Take the case where validating lNe[x] returns an error.
First, alloc_l3_table() doesn't check old_guest_table at all; as a
result, partial_flags is not set when it should be. nr_validated_ptes
is set to x; and since PFT_partial_set clear, de-validation resumes at
nr_validated_ptes-1. This means that the l2 page at pl3e[x] will not
have put_page_type() called on it when de-validating the rest of the
l3: it will be stuck in the PGT_partial state until the domain is
destroyed, or until it is re-used as an l2. (Any other page type will
fail.)
Worse, alloc_l4_table(), rather than setting PTF_partial_set as it
should, sets nr_validated_ptes to x+1. When de-validating, since
partial is 0, this will correctly resume calling put_page_type at [x];
but, if the put_page_type() is never called, but instead
get_page_type() is called, validation will pick up at [x+1],
neglecting to validate [x]. If the rest of the validation succeeds,
the l4 will be validated even though [x] is invalid.
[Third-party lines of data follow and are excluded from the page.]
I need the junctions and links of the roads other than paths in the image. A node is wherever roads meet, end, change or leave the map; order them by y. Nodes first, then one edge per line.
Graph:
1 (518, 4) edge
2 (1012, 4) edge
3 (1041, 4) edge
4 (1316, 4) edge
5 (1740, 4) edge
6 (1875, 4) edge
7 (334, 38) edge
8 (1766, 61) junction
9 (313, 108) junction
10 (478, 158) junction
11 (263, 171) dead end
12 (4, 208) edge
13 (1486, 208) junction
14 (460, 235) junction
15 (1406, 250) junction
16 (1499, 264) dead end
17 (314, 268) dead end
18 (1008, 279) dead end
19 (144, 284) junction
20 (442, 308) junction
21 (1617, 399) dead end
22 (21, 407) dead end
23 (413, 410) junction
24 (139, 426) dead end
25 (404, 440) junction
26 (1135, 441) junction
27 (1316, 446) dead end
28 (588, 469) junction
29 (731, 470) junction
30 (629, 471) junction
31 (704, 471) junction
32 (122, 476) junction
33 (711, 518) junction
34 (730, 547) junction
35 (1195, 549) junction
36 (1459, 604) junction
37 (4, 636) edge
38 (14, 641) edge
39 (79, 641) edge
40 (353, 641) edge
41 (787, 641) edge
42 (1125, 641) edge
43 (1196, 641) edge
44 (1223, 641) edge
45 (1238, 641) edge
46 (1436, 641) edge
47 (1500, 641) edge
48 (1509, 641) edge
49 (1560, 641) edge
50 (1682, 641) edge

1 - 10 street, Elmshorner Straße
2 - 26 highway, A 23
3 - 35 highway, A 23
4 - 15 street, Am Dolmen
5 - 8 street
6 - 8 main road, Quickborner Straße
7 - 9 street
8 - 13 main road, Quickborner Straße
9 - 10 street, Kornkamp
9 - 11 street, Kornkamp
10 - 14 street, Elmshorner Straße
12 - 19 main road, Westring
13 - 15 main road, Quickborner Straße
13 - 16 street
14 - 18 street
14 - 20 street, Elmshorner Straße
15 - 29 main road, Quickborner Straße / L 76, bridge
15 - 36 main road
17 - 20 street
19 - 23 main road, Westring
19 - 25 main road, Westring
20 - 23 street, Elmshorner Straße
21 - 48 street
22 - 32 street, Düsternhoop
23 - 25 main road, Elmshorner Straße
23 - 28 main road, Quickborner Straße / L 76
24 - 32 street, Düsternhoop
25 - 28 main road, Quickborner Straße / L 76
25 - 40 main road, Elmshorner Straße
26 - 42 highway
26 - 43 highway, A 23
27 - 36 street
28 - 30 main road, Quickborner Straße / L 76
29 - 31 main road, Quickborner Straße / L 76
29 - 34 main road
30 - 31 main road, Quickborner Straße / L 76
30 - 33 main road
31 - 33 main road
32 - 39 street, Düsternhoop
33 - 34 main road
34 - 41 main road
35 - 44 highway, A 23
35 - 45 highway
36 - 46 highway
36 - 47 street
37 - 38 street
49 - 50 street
Fix this in both cases by setting PTF_partial_set if old_guest_table
is set.
While here, add some safety catches:
- old_guest_table must point to the page contained in
[nr_validated_ptes].
- alloc_l1_page shouldn't set old_guest_table
If we experience one of these situations in production builds, it's
safer to avoid calling put_page_type for the pages in question. If
they have PGT_partial set, they will be cleaned up on domain
destruction; if not, we have no idea whether a type count is safe to
drop. Retaining an extra type ref that should have been dropped may
trigger a BUG() on the free_domain_page() path, but dropping a type
count that shouldn't be dropped may cause a privilege escalation.
This is part of XSA-299.
Reported-by: George Dunlap <george.dunlap@citrix.com>
Signed-off-by: George Dunlap <george.dunlap@citrix.com>
Reviewed-by: Jan Beulich <jbeulich@suse.com>
master commit:
3c15a2d8cc1981f369cc9542f028054d0dfb325b
master date: 2019-10-31 16:16:13 +0100
ASSERT(current->arch.old_guest_table == NULL);
if ( i )
{
+ /*
+ * alloc_l1_table() doesn't set old_guest_table; it does
+ * its own tear-down immediately on failure. If it
+ * did we'd need to check it and set partial_flags as we
+ * do in alloc_l[34]_table().
+ *
+ * Note on the use of ASSERT: if it's non-null and
+ * hasn't been cleaned up yet, it should have
+ * PGT_partial set; and so the type will be cleaned up
+ * on domain destruction. Unfortunately, we would
+ * leak the general ref held by old_guest_table; but
+ * leaking a page is less bad than a host crash.
+ */
+ ASSERT(current->arch.old_guest_table == NULL);
page->nr_validated_ptes = i;
page->partial_flags = partial_flags;
current->arch.old_guest_ptpg = NULL;
unsigned int i;
int rc = 0;
unsigned int partial_flags = page->partial_flags;
+ l3_pgentry_t l3e = l3e_empty();
pl3e = map_domain_page(_mfn(pfn));
rc = -ERESTART;
}
if ( rc < 0 )
+ {
+ /* XSA-299 Backport: Copy l3e for checking */
+ l3e = pl3e[i];
break;
+ }
adjust_guest_l3e(pl3e[i], d);
}
{
page->nr_validated_ptes = i;
page->partial_flags = partial_flags;
+ if ( current->arch.old_guest_table )
+ {
+ /*
+ * We've experienced a validation failure. If
+ * old_guest_table is set, "transfer" the general
+ * reference count to pl3e[nr_validated_ptes] by
+ * setting PTF_partial_set.
+ *
+ * As a precaution, check that old_guest_table is the
+ * page pointed to by pl3e[nr_validated_ptes]. If
+ * not, it's safer to leak a type ref on production
+ * builds.
+ */
+ if ( current->arch.old_guest_table == l3e_get_page(l3e) )
+ page->partial_flags = PTF_partial_set;
+ else
+ ASSERT_UNREACHABLE();
+ }
current->arch.old_guest_ptpg = NULL;
current->arch.old_guest_table = page;
}
else
{
if ( current->arch.old_guest_table )
- page->nr_validated_ptes++;
+ {
+ /*
+ * We've experienced a validation failure. If
+ * old_guest_table is set, "transfer" the general
+ * reference count to pl3e[nr_validated_ptes] by
+ * setting PTF_partial_set.
+ *
+ * As a precaution, check that old_guest_table is the
+ * page pointed to by pl4e[nr_validated_ptes]. If
+ * not, it's safer to leak a type ref on production
+ * builds.
+ */
+ if ( current->arch.old_guest_table == l4e_get_page(pl4e[i]) )
+ page->partial_flags = PTF_partial_set;
+ else
+ ASSERT_UNREACHABLE();
+ }
current->arch.old_guest_ptpg = NULL;
current->arch.old_guest_table = page;
}